──────── DATA FOR THIS EXERCISE

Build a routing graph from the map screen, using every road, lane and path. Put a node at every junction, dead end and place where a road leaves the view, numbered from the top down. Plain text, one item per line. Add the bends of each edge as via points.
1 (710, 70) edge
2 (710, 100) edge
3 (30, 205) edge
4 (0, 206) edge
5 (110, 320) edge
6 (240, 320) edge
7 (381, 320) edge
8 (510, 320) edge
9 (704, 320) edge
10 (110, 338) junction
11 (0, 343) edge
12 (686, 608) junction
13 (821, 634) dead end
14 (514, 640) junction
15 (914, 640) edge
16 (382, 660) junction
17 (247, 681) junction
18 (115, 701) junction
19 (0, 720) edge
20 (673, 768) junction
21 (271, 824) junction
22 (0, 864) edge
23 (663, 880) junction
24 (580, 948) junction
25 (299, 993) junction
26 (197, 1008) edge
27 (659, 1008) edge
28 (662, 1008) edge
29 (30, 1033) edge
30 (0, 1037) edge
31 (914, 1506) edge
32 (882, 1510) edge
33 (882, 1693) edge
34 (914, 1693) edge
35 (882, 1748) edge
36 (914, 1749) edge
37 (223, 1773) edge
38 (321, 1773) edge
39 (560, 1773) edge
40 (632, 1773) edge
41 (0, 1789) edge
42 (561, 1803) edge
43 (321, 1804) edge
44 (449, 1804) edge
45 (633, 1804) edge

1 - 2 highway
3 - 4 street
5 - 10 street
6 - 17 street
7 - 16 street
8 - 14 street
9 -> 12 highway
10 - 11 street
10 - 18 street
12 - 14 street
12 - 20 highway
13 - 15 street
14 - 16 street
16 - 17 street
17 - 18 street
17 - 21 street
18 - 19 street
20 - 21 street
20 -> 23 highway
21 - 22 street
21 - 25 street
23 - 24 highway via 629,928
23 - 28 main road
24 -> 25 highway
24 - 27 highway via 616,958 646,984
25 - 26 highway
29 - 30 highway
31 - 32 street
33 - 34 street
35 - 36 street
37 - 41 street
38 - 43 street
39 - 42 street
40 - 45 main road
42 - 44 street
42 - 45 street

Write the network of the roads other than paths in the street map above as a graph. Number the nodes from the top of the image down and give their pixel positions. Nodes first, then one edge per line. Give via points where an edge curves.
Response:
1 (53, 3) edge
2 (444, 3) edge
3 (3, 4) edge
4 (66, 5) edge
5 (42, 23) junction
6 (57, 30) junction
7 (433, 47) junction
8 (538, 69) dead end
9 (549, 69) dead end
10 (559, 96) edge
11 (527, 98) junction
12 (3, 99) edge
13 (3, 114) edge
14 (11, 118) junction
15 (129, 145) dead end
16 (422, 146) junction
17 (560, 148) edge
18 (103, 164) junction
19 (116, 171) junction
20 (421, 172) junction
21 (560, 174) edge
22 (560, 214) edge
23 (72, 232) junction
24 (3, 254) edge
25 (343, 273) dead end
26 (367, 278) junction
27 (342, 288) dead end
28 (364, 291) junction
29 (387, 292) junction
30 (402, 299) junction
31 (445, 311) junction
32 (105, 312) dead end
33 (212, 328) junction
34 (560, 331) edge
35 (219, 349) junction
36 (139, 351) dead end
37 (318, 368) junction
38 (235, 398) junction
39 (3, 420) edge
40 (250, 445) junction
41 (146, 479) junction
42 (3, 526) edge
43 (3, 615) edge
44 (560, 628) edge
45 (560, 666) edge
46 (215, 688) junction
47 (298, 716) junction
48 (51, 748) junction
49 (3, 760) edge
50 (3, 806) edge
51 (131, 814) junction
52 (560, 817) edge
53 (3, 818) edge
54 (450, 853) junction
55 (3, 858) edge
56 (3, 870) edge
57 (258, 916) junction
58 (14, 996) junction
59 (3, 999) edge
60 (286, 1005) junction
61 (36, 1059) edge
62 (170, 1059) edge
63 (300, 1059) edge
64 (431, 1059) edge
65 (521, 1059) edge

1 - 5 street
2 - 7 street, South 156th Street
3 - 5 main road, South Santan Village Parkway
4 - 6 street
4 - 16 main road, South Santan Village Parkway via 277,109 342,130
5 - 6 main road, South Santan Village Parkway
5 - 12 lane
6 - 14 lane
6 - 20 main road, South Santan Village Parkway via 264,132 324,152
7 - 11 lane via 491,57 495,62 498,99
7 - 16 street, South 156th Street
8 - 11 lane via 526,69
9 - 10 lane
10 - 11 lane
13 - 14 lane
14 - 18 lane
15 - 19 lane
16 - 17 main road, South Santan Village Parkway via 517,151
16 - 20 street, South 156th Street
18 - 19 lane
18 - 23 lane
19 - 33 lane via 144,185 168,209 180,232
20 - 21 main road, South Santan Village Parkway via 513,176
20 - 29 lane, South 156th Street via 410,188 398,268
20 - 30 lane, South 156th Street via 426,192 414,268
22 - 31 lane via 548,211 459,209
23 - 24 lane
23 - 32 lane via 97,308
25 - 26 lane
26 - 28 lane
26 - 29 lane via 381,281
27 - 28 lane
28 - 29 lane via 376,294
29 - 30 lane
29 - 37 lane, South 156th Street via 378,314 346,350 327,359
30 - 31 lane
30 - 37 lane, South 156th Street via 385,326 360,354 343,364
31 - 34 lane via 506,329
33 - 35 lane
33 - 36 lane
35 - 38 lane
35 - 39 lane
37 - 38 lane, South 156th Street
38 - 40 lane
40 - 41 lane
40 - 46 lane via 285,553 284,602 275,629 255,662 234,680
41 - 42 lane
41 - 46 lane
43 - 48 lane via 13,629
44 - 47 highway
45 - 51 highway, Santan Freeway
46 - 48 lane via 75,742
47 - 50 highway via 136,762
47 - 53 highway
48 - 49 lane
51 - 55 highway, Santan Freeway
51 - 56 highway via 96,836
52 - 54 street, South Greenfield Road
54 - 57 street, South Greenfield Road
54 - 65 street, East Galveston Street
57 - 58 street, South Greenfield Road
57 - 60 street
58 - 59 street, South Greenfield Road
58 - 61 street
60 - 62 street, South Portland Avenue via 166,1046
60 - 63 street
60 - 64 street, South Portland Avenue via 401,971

────────────────

■ TASK INSTRUCTIONS ■
Show the lines in the entries above that include the string "Santan".

■ TASK RESULT ■
3 - 5 main road, South Santan Village Parkway
4 - 16 main road, South Santan Village Parkway via 277,109 342,130
5 - 6 main road, South Santan Village Parkway
6 - 20 main road, South Santan Village Parkway via 264,132 324,152
16 - 17 main road, South Santan Village Parkway via 517,151
20 - 21 main road, South Santan Village Parkway via 513,176
45 - 51 highway, Santan Freeway
51 - 55 highway, Santan Freeway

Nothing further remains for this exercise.